Below are the records; copy each line in which "Arrow" can be found.

§ Entries shown

Segment Open

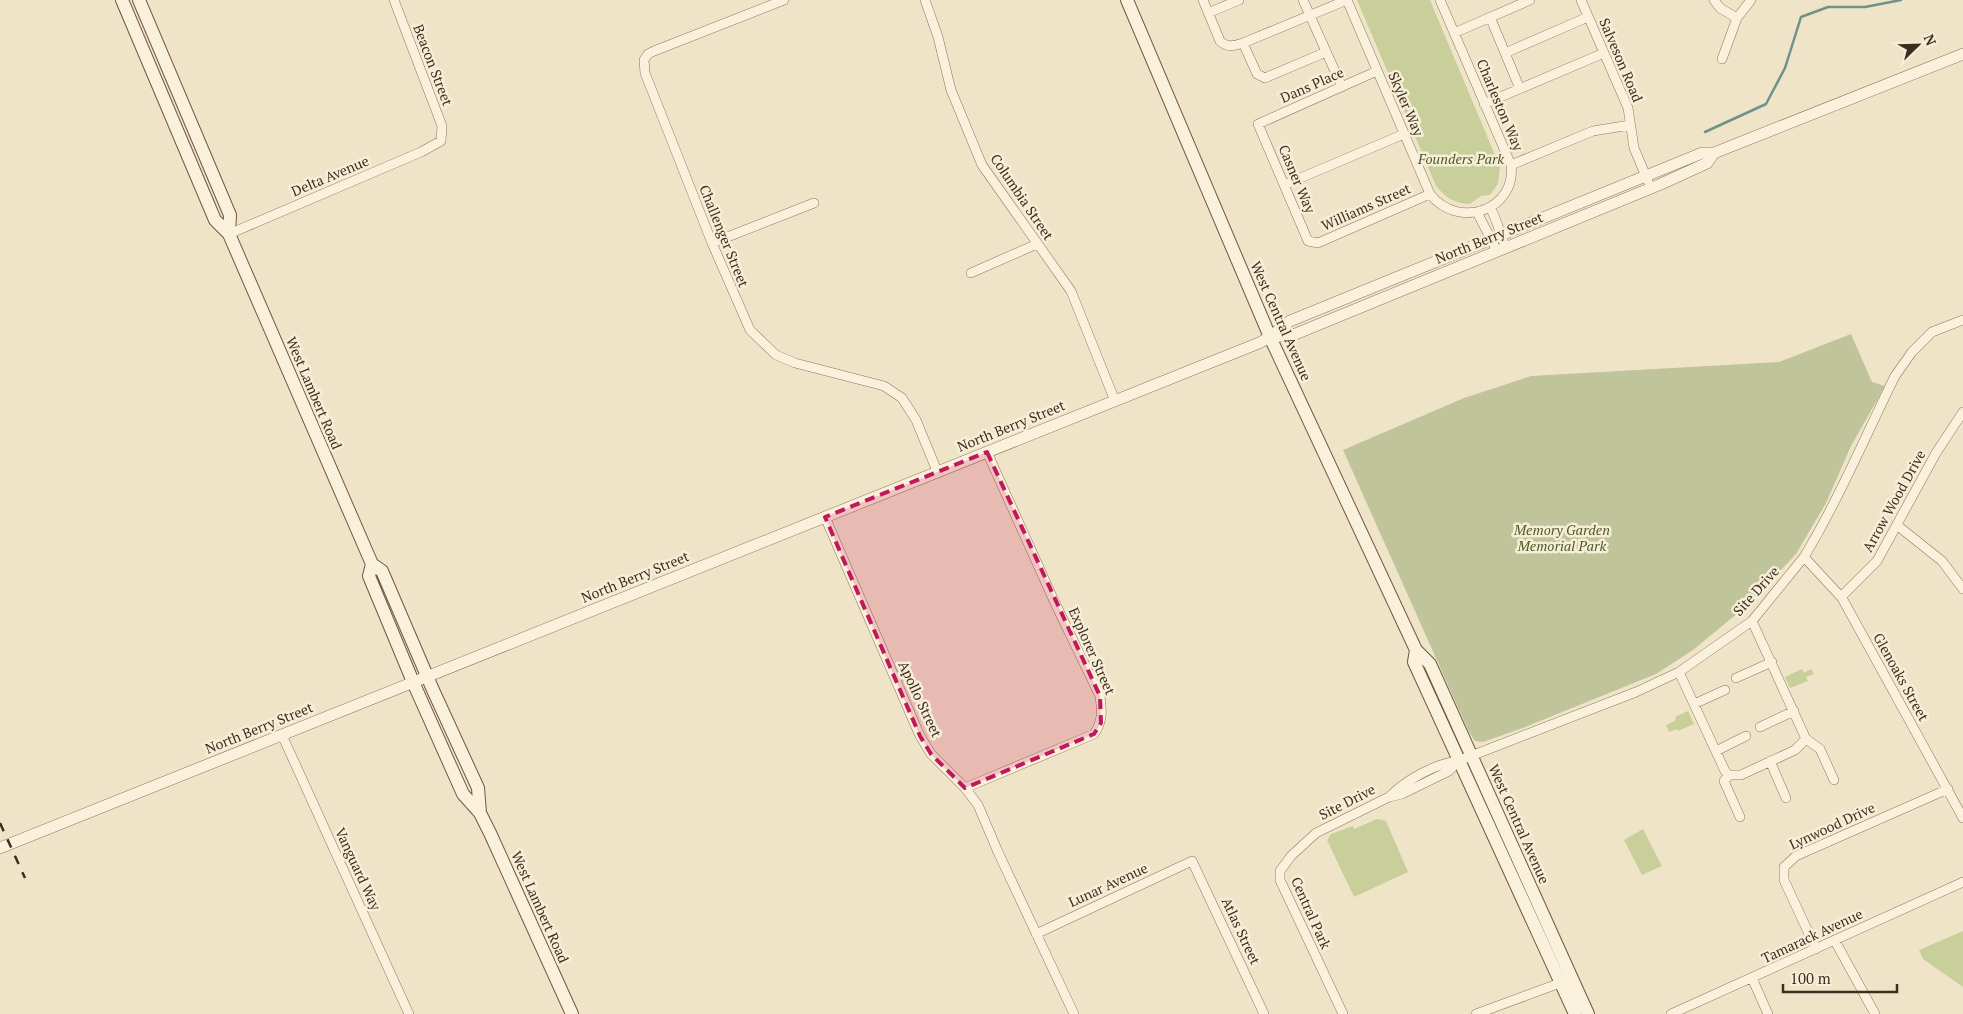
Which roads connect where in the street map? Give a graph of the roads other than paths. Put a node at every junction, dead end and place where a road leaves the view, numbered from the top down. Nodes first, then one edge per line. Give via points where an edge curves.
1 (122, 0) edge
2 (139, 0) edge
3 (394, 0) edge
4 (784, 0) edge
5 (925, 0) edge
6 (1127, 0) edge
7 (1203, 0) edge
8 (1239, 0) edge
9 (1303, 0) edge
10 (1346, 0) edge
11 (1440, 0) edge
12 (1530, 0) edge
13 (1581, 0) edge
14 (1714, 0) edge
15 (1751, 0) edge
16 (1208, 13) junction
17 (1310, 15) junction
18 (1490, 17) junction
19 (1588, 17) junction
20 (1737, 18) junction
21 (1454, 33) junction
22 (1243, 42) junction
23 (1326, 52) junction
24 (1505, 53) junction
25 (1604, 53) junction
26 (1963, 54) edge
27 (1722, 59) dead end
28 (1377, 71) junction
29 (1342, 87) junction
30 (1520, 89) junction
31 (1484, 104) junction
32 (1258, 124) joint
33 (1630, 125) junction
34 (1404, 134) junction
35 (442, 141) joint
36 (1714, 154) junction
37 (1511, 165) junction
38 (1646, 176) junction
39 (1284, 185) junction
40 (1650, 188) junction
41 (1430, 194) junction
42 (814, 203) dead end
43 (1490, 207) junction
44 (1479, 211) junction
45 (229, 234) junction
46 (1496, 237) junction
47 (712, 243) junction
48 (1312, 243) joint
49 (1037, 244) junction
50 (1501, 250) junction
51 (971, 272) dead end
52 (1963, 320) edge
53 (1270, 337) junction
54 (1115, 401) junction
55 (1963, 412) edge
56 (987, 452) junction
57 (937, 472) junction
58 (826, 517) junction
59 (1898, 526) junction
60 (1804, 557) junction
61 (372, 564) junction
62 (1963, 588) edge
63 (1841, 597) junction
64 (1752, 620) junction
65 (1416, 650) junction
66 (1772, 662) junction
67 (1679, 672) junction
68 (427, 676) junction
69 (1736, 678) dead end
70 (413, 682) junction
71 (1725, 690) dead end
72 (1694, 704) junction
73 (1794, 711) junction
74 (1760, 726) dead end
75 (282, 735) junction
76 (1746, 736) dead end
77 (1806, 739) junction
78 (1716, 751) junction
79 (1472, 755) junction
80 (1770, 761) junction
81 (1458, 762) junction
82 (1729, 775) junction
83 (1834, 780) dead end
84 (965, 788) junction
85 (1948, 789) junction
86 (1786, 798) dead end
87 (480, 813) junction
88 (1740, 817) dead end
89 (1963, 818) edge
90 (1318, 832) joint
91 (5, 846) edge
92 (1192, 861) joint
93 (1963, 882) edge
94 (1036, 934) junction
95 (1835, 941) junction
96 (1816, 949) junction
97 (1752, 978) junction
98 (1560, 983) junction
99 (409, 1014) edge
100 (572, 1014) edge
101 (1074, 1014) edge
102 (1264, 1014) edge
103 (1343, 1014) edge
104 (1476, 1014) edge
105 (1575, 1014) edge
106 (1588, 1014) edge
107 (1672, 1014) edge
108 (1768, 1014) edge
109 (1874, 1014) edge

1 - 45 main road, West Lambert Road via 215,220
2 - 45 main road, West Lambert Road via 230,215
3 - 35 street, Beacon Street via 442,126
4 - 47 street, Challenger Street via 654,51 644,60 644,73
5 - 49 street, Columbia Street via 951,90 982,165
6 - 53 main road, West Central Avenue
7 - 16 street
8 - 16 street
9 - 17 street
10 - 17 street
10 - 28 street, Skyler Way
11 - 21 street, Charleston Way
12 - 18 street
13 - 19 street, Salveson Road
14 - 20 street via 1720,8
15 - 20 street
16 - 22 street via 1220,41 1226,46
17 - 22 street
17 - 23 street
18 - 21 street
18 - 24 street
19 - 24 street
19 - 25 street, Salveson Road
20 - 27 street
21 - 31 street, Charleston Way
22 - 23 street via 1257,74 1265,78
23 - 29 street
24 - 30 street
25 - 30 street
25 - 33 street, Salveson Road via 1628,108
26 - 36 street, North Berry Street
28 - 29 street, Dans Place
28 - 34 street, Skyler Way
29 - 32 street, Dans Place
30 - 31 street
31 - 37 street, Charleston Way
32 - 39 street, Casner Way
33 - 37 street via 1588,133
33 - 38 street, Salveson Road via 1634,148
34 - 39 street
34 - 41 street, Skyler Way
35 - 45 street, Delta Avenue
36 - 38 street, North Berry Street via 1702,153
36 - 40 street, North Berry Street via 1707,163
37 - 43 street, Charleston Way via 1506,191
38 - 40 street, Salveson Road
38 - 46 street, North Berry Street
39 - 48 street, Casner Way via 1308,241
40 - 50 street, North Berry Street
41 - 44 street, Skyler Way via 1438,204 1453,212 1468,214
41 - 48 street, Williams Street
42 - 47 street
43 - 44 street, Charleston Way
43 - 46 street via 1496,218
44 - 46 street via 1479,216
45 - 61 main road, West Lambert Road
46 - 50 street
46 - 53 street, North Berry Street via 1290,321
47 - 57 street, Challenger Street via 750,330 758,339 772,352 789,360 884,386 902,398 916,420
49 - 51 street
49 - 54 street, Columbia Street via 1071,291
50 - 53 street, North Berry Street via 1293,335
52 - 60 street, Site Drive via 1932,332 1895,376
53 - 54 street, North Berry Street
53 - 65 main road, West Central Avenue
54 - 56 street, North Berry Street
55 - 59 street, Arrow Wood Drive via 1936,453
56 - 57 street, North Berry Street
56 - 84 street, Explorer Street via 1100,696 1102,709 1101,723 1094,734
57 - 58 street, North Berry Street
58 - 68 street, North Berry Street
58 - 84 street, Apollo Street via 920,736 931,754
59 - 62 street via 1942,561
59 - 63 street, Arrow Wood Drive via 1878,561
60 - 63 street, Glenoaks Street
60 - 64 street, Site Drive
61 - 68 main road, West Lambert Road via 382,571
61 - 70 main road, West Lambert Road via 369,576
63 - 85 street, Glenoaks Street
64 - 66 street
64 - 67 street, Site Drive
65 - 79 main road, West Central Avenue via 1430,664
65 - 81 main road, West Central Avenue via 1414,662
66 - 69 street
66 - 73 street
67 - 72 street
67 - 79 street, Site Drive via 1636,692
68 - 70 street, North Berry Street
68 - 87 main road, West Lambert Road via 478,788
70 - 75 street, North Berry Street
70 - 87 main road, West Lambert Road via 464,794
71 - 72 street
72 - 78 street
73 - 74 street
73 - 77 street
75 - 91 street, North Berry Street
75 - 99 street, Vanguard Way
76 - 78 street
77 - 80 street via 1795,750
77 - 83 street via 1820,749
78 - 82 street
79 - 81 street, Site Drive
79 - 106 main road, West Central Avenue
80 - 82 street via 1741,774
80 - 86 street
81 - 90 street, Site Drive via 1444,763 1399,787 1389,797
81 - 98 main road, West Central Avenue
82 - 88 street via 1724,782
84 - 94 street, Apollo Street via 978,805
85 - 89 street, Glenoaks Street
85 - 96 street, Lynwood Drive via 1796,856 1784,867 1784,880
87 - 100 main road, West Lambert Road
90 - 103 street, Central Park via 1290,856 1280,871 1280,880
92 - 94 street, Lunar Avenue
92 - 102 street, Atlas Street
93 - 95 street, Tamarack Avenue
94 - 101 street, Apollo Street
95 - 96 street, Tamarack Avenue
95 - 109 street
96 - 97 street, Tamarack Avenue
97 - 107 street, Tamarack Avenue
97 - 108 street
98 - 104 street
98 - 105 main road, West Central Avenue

Segment Closed

§ Task output
55 - 59 street, Arrow Wood Drive via 1936,453
59 - 63 street, Arrow Wood Drive via 1878,561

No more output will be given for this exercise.